“I will not eat until I have told my errand.” (Gen. 24:33)
Just as Abraham’s servant had a sense of urgency in connection with his mission, so should we. This does not mean we must race around in all directions at once. It does not mean that we must do everything in nervous haste. But it does mean that we should give ourselves to the task before us as a matter of top priority.
We should adopt the attitude expressed in Robert Frost’s lines:
The woods are lovely, dark and deep,
But I have promises to keep
And miles to go before I sleep.
Amy Carmichael captured the spirit when she wrote: “The vows of God are on me. I may not stay to play with shadows or pluck earthly flowers till I my work have done and rendered up an account.”

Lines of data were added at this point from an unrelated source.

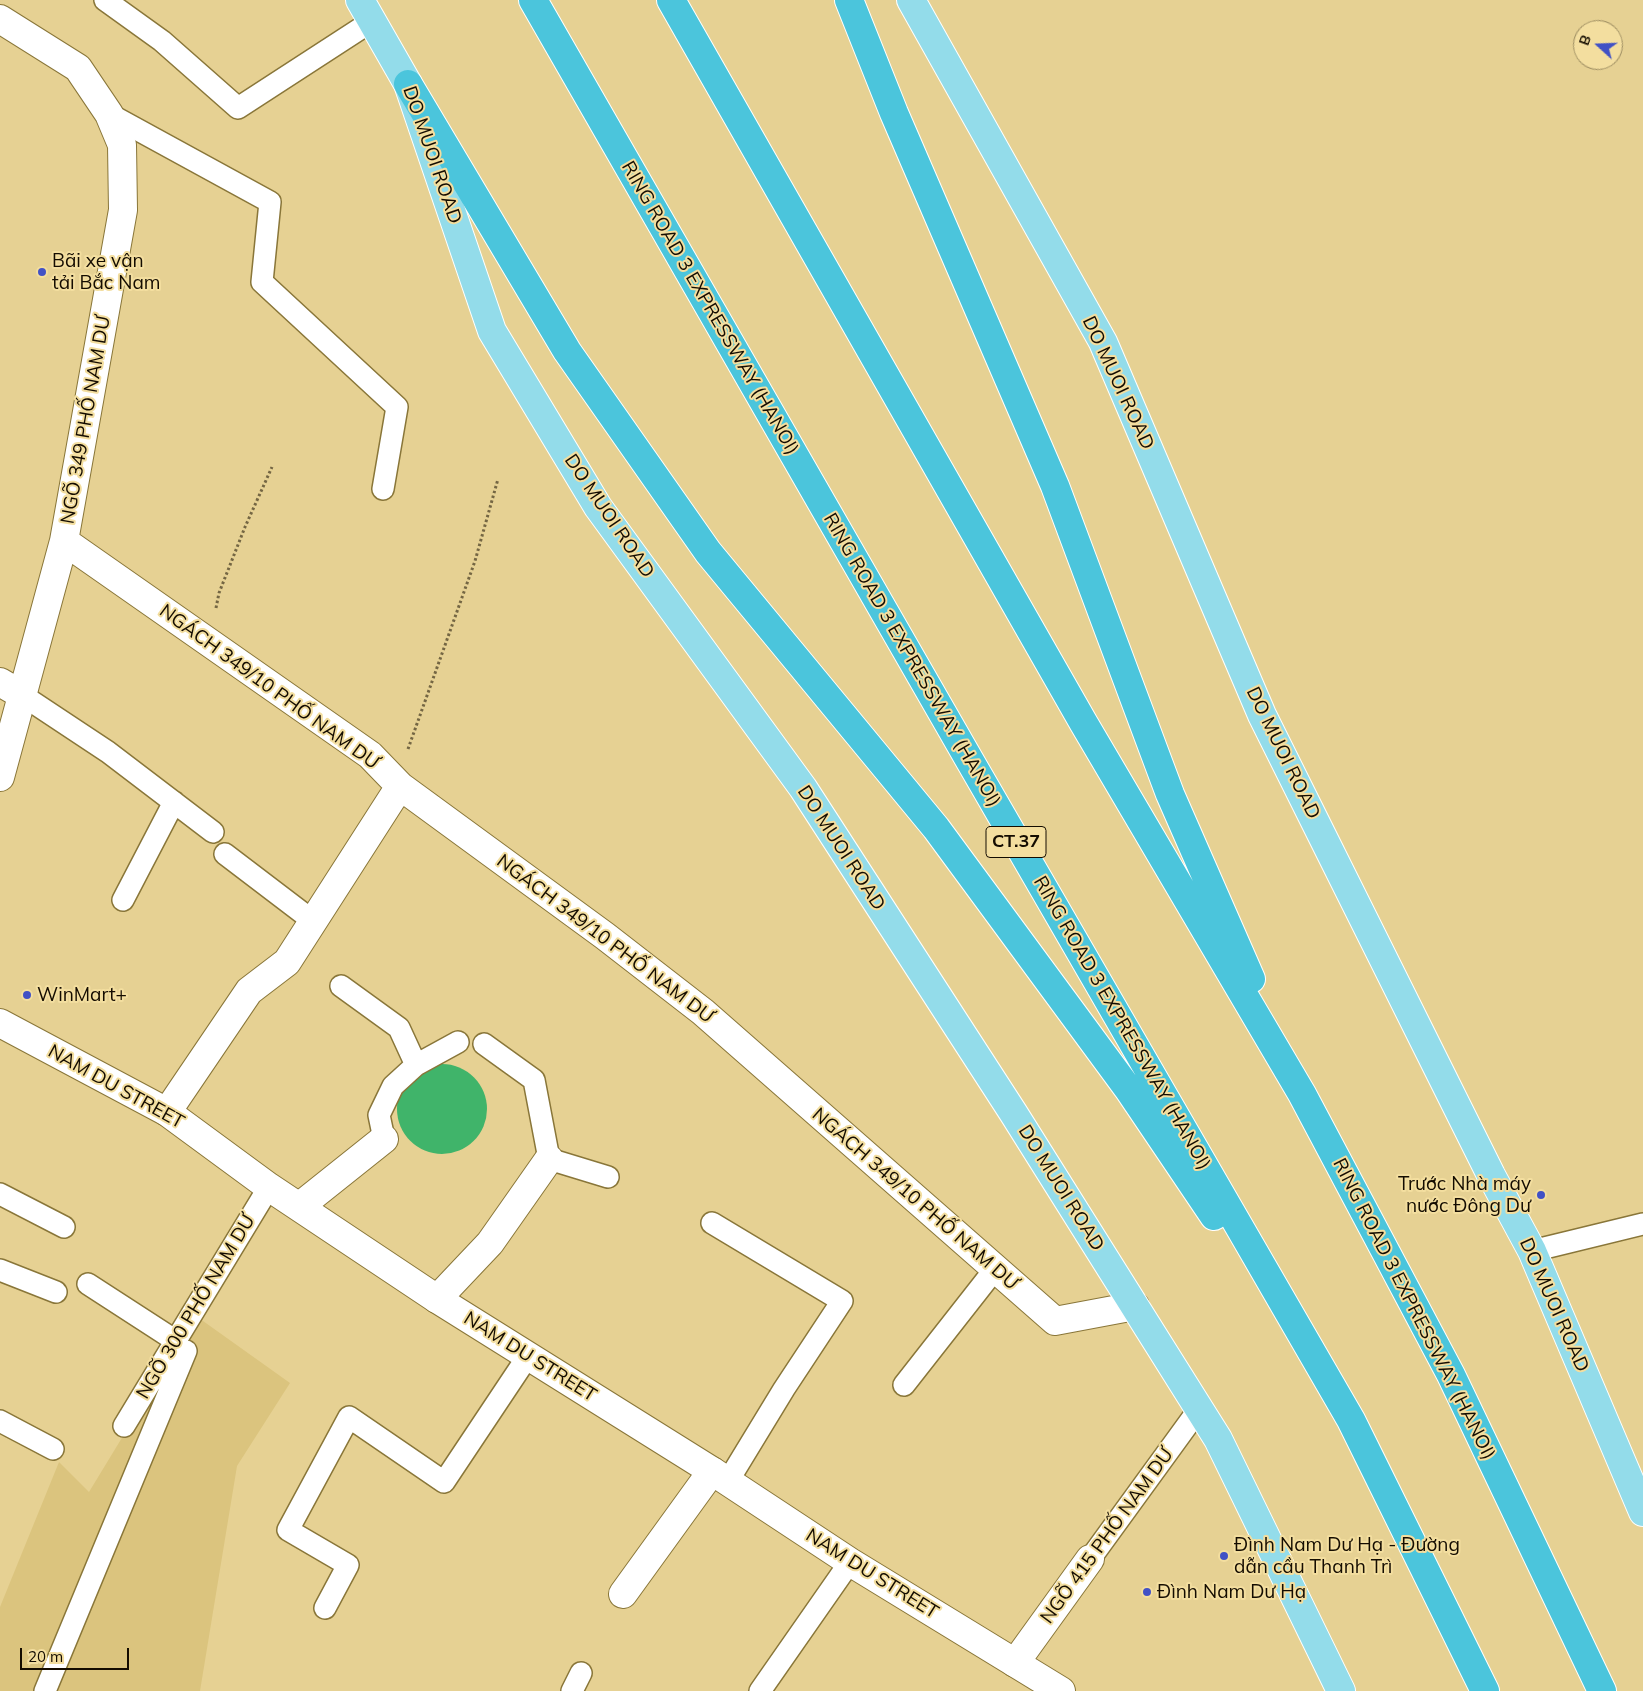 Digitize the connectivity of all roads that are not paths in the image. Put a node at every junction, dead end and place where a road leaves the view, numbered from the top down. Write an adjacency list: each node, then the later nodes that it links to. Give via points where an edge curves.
1 (105, 0): 6 (lane, via 162,41 238,108)
2 (533, 0): 47 (highway, RING ROAD 3 EXPRESSWAY (HANOI) / CT.37)
3 (671, 0): 25 (highway, RING ROAD 3 EXPRESSWAY (HANOI), via 1073,705)
4 (849, 0): 25 (highway, via 894,113 1055,486 1170,794)
5 (912, 0): 36 (main road, DO MUOI ROAD, via 1103,342 1262,715 1486,1166)
6 (366, 11): 8 (main road, DO MUOI ROAD)
7 (0, 19): 9 (street, NGÕ 349 PHỐ NAM DƯ, via 78,68)
8 (408, 84): 42 (main road, DO MUOI ROAD, via 492,331 598,507 803,788); 47 (highway, via 567,351 708,552 936,828 1129,1090)
9 (109, 114): 10 (lane, via 270,202 262,282 398,408); 11 (street, NGÕ 349 PHỐ NAM DƯ, via 122,145 123,210)
10 (383, 489)
11 (64, 541): 12 (street, NGÕ 349 PHỐ NAM DƯ); 14 (street, NGÁCH 349/10 PHỐ NAM DƯ, via 370,755)
12 (11, 688): 13 (street, NGÕ 349 PHỐ NAM DƯ); 15 (lane, via 108,752)
13 (0, 777)
14 (394, 780): 19 (street); 37 (street, NGÁCH 349/10 PHỐ NAM DƯ, via 703,1012)
15 (174, 802): 16 (lane); 18 (lane)
16 (213, 832)
17 (225, 854): 19 (lane)
18 (123, 900)
19 (313, 921): 26 (street, via 287,962 249,991)
20 (341, 986): 24 (lane, via 399,1028)
21 (0, 1023): 26 (street, NAM DU STREET)
22 (458, 1042): 24 (lane)
23 (484, 1044): 28 (lane, via 534,1080)
24 (416, 1065): 27 (lane, via 393,1086 383,1105 379,1115)
25 (1302, 1094): 63 (highway, RING ROAD 3 EXPRESSWAY (HANOI), via 1451,1375)
26 (167, 1112): 30 (street, NAM DU STREET)
27 (384, 1139): 32 (street)
28 (549, 1159): 29 (lane); 41 (street, via 490,1243)
29 (608, 1177)
30 (269, 1187): 32 (street, NAM DU STREET); 43 (lane, NGÕ 300 PHỐ NAM DƯ)
31 (0, 1194): 35 (lane)
32 (300, 1206): 41 (street, NAM DU STREET)
33 (712, 1224): 51 (lane, via 842,1301 784,1389)
34 (1643, 1224): 36 (lane)
35 (64, 1227)
36 (1532, 1251): 52 (main road, DO MUOI ROAD)
37 (995, 1269): 42 (street, NGÁCH 349/10 PHỐ NAM DƯ, via 1055,1321); 45 (lane)
38 (0, 1270): 40 (lane)
39 (88, 1284): 43 (lane)
40 (56, 1292)
41 (437, 1299): 44 (street, NAM DU STREET)
42 (1135, 1306): 46 (main road, DO MUOI ROAD)
43 (181, 1346): 49 (lane, NGÕ 300 PHỐ NAM DƯ); 58 (lane)
44 (528, 1356): 51 (street, NAM DU STREET); 56 (lane, via 444,1482 349,1417 288,1530 348,1566)
45 (904, 1386)
46 (1199, 1409): 53 (lane, NGÕ 415 PHỐ NAM DƯ); 61 (main road, DO MUOI ROAD, via 1218,1439)
47 (1351, 1420): 62 (highway, RING ROAD 3 EXPRESSWAY (HANOI) / CT.37)
48 (0, 1421): 50 (lane)
49 (124, 1426)
50 (53, 1448)
51 (720, 1476): 54 (street, NAM DU STREET); 55 (street)
52 (1643, 1512)
53 (1090, 1559): 57 (street, NGÕ 415 PHỐ NAM DƯ)
54 (850, 1562): 57 (street, NAM DU STREET); 59 (lane)
55 (622, 1594)
56 (325, 1608)
57 (1015, 1663): 60 (street, NAM DU STREET)
58 (45, 1691)
59 (760, 1691)
60 (1061, 1691)
61 (1341, 1691)
62 (1485, 1691)
63 (1602, 1691)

In another place, she wrote:
Only twelve short hours—O never
Let the sense of urgency
Die in us, Good Shepherd, ever
Let us search the hills with Thee.
It is said that Charles Simeon kept a picture of Henry Martyn in his study, and that everywhere he went in the room, it seemed that Martyn was looking at him and saying, “Be earnest, be earnest; don’t trifle, don’t trifle.” And Simeon would reply, “Yes, I will be in earnest; I will, I will be in earnest; I will not trifle, for souls are perishing, and Jesus is to be glorified.”
Hear the urgency in the words of the intrepid Apostle Paul: “This one thing I do… I press toward the mark for the prize of the high calling of God in Christ Jesus” (Phil. 3:13, 14).
And did not our blessed Savior live with a sense of urgency. He said, “I have a baptism to be baptized with; and how am I straitened till it be accomplished” (Luke 12:50).
There is no excuse for Christians to rest on their oars.